Saturday, November 26, 2022

Hero of the Week: Maine yacht maker will pay off student loans for new employees

 This week's HERO is a yacht maker in northeastern Maine who understands the struggle to pay tuition, and has offered the benefit of paying off student loans for new employees! BRAVO! I wish my employers did after I graduated. No matter, we need to be happy for others who don't need to ensure some of the struggles we did- it's all about helping each other!  It's wonderful to see others getting help. Here's the story from the Bangor daily news.


A T34 picnic boat is launched from Hinckley Yacht's service facility in Southwest Harbor in this 2012 file photo. The yacht maker has created a student loan program at The Landing School in Arundel to help recruit more trained boat builders. Credit: Bill Trotter / BDN

Maine yacht maker will pay off student loans for new employees

In hopes of attracting more qualified workers, a yacht manufacturer is working with a Maine boat-building school to help finance education.

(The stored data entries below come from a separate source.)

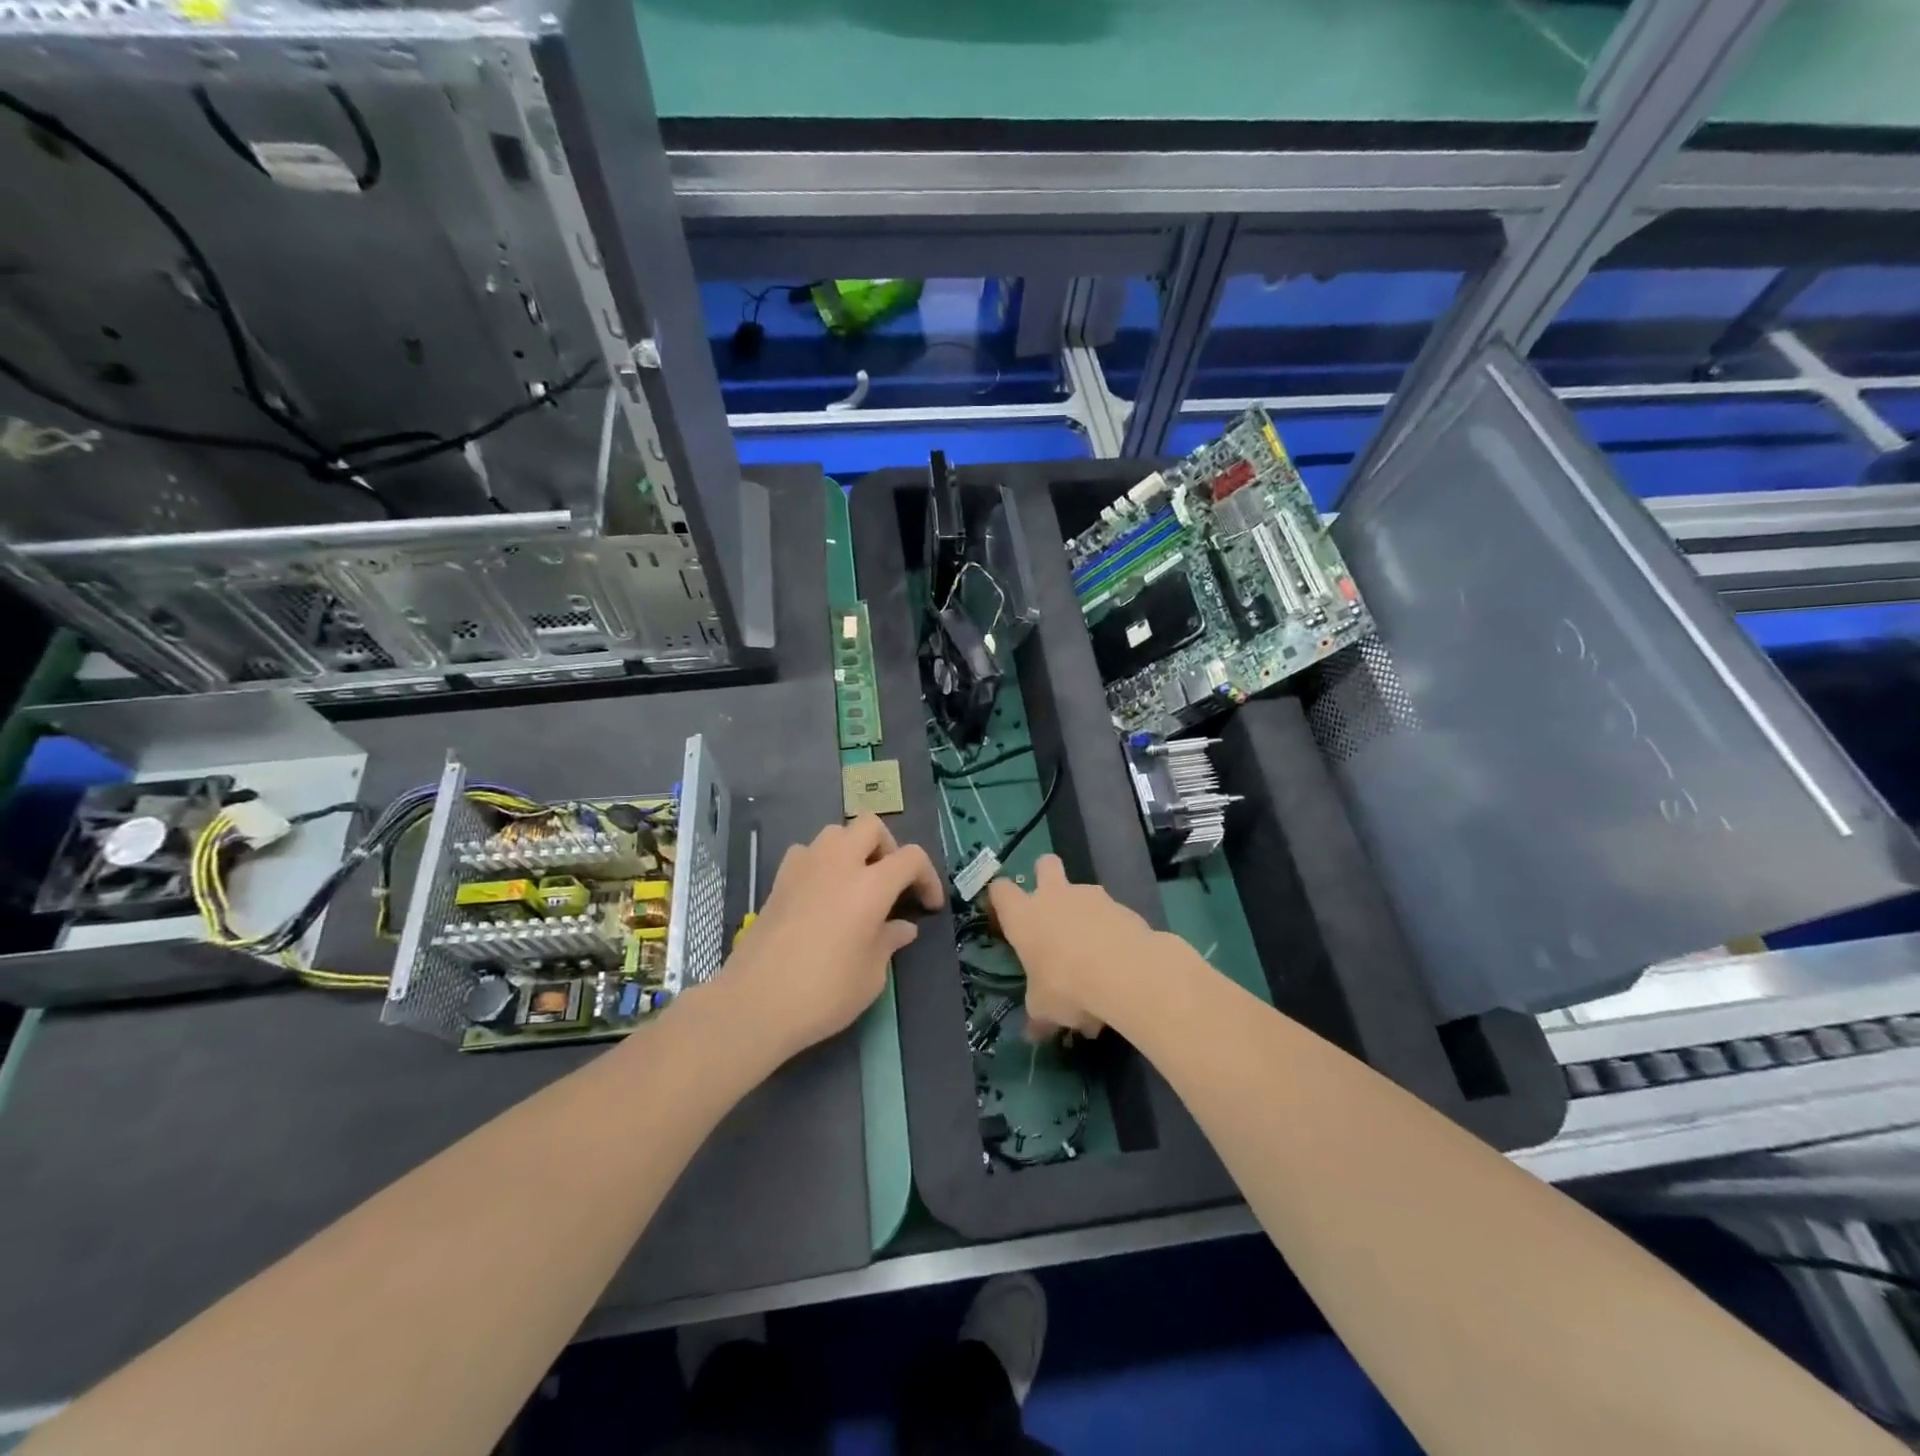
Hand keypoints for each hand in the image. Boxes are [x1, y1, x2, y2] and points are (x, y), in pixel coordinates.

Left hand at [725, 814, 942, 1057]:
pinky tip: (821, 893)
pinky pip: (807, 853)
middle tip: (890, 883)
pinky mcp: (778, 880)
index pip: (911, 857)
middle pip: (871, 826)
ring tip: (856, 884)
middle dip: (888, 848)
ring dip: (853, 849)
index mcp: (870, 885)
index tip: (928, 906)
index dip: (927, 877)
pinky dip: (821, 863)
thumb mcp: (872, 975)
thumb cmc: (824, 993)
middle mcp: (838, 863)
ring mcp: (804, 867)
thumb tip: (901, 926)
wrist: (755, 1003)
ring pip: (836, 833)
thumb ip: (889, 941)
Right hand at [987, 854, 1170, 1039]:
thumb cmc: (1067, 985)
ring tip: (1094, 962)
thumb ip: (1038, 1014)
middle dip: (1045, 876)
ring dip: (1085, 916)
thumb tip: (1032, 1032)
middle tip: (1050, 907)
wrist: (1126, 972)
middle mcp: (1055, 896)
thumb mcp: (1044, 1009)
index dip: (999, 898)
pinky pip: (1111, 918)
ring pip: (1083, 894)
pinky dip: (1111, 936)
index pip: (1000, 890)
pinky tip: (1118, 970)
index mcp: (1024, 915)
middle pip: (1044, 864)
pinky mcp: (1124, 907)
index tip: (1003, 913)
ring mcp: (1092, 897)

Hinckley Yachts, which employs more than 250 people in Hancock County, hopes to add roughly another 25 to 40 positions to its manufacturing and service sectors in Maine in the coming year. To help with boosting the number of trained boat builders in Maine, Hinckley has established a student loan program at The Landing School, an accredited boat-building school in Arundel.

“We are very committed to developing the talents of our existing team members and recruiting new talent to the industry,” said Geoff Berger, CEO of The Hinckley Company. “The program will support both efforts, as do all our managers and team leaders on an ongoing basis, by training and teaching our time-honored methods on the job.”

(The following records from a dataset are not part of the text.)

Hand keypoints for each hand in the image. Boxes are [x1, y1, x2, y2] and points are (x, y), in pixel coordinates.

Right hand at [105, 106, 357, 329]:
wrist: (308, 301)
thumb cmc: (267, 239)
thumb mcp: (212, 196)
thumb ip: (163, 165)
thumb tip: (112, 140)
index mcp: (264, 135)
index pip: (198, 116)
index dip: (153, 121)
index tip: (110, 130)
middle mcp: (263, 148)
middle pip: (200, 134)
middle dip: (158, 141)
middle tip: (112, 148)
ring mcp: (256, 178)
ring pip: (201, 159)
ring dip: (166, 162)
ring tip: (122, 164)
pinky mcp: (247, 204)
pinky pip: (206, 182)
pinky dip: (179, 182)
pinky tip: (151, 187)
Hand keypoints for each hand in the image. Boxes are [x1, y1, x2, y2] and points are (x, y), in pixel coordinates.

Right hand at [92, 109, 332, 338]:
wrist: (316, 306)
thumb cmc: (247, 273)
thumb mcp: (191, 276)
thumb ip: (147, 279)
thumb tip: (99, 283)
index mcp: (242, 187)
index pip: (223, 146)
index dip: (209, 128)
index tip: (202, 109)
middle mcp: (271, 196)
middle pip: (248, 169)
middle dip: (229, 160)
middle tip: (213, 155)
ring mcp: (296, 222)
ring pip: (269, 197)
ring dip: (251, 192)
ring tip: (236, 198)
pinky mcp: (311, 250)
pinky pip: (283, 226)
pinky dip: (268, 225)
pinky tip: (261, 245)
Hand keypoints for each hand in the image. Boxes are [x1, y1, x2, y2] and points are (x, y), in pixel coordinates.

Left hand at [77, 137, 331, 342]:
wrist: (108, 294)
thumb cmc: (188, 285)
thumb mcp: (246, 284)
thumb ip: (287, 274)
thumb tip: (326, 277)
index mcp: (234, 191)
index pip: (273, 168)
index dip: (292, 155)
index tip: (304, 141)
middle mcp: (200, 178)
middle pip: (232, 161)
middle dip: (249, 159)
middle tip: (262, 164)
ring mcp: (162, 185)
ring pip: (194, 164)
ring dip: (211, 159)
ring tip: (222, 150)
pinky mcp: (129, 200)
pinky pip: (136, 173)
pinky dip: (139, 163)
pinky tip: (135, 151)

Through the Hinckley Yachts Student Loan Assistance Program, Hinckley will help pay off student loans for Landing School graduates who get jobs with the company, which employs 60 people at its service yard in Southwest Harbor and another 200 people at its manufacturing site in Trenton.

The Landing School, founded in 1978, allows students to earn diplomas in its wooden boat building, composite boat building, marine systems and yacht design programs, and Associate’s degrees in marine industry technology.

Yacht building has long been a significant industry in the state, but — like many sectors of Maine’s economy — has faced over the past couple of years an “unprecedented labor shortage,” Hinckley officials said.

Hinckley’s roots date to 1928 when it was founded in Southwest Harbor, where it initially focused on building lobster fishing boats. Now based in Rhode Island, the company specializes in power and sailing pleasure craft and has a network of service yards from Florida to Maine.

Richard Matthews, a spokesman for Hinckley Yachts, said recent high school graduates are eligible for the financial aid, but that the yacht company and the school are focusing more on recruiting people who are looking to switch careers.

“We’re working more than we ever have at the Landing School, where educators are collaborating with the industry to try to figure out ways to find new students,” Matthews said. “It’s more about people that want to reinvent themselves and change careers.”